The notice will arrive in calm administrative language. It will not say, “We are dismantling your property business.” It will say, in effect:
“You have been issued with a penalty. You have the statutory period stated in the notice to make representations or appeal. If you do not pay, further enforcement action may follow.”
And in many cases, unless there is a real factual, procedural or proportionality argument, there will be no meaningful ground of appeal. It will not be a debate about whether the landlord likes the policy. It will be a statutory penalty imposed under a statutory scheme by a public authority exercising statutory powers.
That is the machinery.
The council does not need to run around with a pitchfork. It does not need to nationalise anything in one dramatic parliamentary announcement. It simply needs to issue notices, impose penalties, enforce debts, recover costs and, where necessary, secure those debts against the one thing landlords cannot hide: the property.

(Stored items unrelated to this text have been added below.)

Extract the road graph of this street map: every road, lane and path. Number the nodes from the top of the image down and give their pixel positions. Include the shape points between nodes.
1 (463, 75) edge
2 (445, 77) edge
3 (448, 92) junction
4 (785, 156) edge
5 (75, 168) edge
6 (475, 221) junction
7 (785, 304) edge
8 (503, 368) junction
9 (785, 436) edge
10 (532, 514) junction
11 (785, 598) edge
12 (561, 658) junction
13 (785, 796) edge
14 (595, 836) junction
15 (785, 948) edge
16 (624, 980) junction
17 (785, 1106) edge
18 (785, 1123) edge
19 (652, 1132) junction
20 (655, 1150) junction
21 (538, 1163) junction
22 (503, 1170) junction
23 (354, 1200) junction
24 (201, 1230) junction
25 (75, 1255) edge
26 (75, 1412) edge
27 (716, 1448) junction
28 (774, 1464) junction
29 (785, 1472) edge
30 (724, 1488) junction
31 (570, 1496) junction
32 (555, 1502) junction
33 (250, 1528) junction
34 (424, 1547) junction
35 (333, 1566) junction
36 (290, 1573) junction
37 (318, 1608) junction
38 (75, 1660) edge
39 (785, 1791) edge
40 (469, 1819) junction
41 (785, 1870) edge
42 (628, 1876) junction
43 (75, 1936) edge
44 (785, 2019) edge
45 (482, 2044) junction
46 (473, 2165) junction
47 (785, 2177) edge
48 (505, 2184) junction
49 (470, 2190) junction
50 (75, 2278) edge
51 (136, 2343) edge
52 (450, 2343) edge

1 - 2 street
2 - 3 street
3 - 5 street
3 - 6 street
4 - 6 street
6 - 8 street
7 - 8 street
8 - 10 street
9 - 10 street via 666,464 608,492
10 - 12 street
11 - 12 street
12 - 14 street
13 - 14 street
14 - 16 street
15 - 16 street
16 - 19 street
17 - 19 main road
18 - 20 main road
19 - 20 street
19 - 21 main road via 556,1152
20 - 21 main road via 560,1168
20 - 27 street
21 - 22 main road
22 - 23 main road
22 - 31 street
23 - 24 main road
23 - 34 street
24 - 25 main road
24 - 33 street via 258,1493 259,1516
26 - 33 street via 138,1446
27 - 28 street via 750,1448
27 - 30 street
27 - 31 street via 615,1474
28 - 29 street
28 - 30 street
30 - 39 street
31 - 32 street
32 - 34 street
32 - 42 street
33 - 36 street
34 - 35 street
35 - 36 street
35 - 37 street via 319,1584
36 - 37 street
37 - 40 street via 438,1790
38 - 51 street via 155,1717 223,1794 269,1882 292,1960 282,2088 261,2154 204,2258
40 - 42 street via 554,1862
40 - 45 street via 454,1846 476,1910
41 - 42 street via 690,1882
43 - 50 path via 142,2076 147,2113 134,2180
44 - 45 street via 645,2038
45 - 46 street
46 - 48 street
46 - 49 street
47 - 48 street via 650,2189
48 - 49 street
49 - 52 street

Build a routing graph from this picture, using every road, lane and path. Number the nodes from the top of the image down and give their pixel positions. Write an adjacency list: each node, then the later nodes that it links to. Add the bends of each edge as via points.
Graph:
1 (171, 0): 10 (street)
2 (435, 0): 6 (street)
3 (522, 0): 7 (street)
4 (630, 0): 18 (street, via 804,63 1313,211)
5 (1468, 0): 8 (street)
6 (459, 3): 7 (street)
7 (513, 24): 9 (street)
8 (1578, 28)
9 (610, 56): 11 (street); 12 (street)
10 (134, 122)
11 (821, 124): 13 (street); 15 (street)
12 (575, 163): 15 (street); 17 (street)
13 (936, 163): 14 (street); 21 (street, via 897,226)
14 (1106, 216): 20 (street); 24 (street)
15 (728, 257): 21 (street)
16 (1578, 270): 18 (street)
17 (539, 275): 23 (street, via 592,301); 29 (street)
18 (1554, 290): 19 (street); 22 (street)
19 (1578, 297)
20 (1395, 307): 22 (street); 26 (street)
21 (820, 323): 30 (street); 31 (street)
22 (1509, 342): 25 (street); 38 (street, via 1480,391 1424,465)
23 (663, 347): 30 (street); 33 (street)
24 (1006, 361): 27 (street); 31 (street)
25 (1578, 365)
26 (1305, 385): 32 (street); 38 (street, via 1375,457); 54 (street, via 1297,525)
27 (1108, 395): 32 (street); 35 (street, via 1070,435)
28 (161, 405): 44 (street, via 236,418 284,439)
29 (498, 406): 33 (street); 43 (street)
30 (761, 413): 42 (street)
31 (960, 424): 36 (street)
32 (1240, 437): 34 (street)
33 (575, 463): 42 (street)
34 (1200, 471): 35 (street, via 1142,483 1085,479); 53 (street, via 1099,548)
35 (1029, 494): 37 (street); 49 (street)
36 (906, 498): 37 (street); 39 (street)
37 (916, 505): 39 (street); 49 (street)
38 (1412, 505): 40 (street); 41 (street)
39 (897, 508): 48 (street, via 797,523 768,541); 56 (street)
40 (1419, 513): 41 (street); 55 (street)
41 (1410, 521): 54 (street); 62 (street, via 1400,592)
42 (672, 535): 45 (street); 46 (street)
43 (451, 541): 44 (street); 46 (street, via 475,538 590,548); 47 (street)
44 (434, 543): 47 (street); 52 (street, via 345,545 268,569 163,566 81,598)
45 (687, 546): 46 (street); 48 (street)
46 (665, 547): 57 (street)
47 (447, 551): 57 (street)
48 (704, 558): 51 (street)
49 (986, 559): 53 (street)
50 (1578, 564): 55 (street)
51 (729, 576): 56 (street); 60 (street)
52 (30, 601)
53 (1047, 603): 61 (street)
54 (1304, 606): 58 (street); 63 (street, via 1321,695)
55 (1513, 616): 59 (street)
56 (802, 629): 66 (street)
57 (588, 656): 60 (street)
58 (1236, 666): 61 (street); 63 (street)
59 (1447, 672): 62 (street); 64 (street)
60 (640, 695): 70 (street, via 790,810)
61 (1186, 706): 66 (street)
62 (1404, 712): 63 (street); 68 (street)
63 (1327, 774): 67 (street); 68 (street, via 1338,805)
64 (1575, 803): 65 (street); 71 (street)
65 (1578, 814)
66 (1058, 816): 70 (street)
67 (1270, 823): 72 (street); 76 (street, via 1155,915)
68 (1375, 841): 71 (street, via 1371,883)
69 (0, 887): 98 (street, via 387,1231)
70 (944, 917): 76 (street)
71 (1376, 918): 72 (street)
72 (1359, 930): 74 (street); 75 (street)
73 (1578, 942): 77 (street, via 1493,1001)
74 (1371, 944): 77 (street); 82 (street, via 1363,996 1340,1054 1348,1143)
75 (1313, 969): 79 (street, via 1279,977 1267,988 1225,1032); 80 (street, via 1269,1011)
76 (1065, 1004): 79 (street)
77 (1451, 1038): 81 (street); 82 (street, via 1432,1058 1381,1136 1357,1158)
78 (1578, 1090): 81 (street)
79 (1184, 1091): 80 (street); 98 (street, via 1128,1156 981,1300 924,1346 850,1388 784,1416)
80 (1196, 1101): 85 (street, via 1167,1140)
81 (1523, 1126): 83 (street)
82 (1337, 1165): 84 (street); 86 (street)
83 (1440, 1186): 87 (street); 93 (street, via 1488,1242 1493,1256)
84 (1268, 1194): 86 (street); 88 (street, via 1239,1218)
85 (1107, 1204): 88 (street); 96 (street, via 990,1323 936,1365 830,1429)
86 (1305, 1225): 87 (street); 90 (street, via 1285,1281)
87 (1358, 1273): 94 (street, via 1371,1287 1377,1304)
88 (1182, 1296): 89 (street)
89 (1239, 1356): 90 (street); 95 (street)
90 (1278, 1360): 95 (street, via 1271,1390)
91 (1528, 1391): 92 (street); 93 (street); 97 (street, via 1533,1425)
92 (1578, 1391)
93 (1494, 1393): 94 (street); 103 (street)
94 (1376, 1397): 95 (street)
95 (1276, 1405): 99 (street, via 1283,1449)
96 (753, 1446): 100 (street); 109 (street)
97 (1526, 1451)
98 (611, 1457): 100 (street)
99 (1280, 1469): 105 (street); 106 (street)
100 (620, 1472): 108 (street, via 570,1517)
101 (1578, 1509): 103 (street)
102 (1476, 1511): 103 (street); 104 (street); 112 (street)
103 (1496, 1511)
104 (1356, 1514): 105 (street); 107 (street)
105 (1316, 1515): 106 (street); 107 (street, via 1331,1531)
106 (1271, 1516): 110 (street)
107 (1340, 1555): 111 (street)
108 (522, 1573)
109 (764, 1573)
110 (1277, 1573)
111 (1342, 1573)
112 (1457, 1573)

Then comes the collection machine. Councils can outsource recovery to the growing industry of private law firms, enforcement agents and debt-recovery operators plugged into local authority systems and procedures. The debt can be pursued through the courts. The property can be charged. If the registered proprietor is an individual, bankruptcy is a possible route. If the property is held in a company, winding-up is a possible route. If the charge remains unpaid, the eventual destination can be sale.
That is not fantasy. That is not conspiracy. That is how the system works.
Instead of poring over carefully constructed, performative statements — to use the latest political expression — designed mainly to keep members paying fees of questionable value, these property voices should spend a week in the library of property and political history. They might discover that much of this has happened before, probably before many of the current operators of these landlord “voices” were even born.
This is confiscatory property history on steroids.
It destroyed the property industry before, and it will destroy it again unless the supposed representatives of landlords acquire some knowledge, some wisdom, and, above all, a backbone. Their job is not to pander to government. Their job is to fight for the people who pay them to understand the threat before it is too late.
This is not really about economics. It is an ideological shift, delivered partly through tax, but more stealthily through regulation. The object is to transfer wealth away from asset holders while avoiding the political ugliness of saying so directly.
Property owners are the low-hanging fruit because property cannot run away. It cannot be moved abroad. It cannot be put in a suitcase. It exists because the state records it, recognises it and controls the machinery around it. That is why property is so easy to tax, so easy to regulate and so easy to penalise.
Regulation has effectively turned many registered proprietors into bare trustees of their own properties. The beneficial claimants are now government, councils and renters, with the former landlord reduced to a sort of unpaid housing officer, left to discover how much of the income, capital and control the state is still prepared to leave in his hands.
The country is financially exhausted. Government cannot generate meaningful growth, so it must look for capital that already exists. That means redistribution, not by one grand confiscatory act, but by a steady chain of tax, compliance, penalty, enforcement and forced adjustment.
As one Labour MP was said to have observed:
“It is only property returning to the state.”
That may have been said quietly, but the policy direction is shouting it.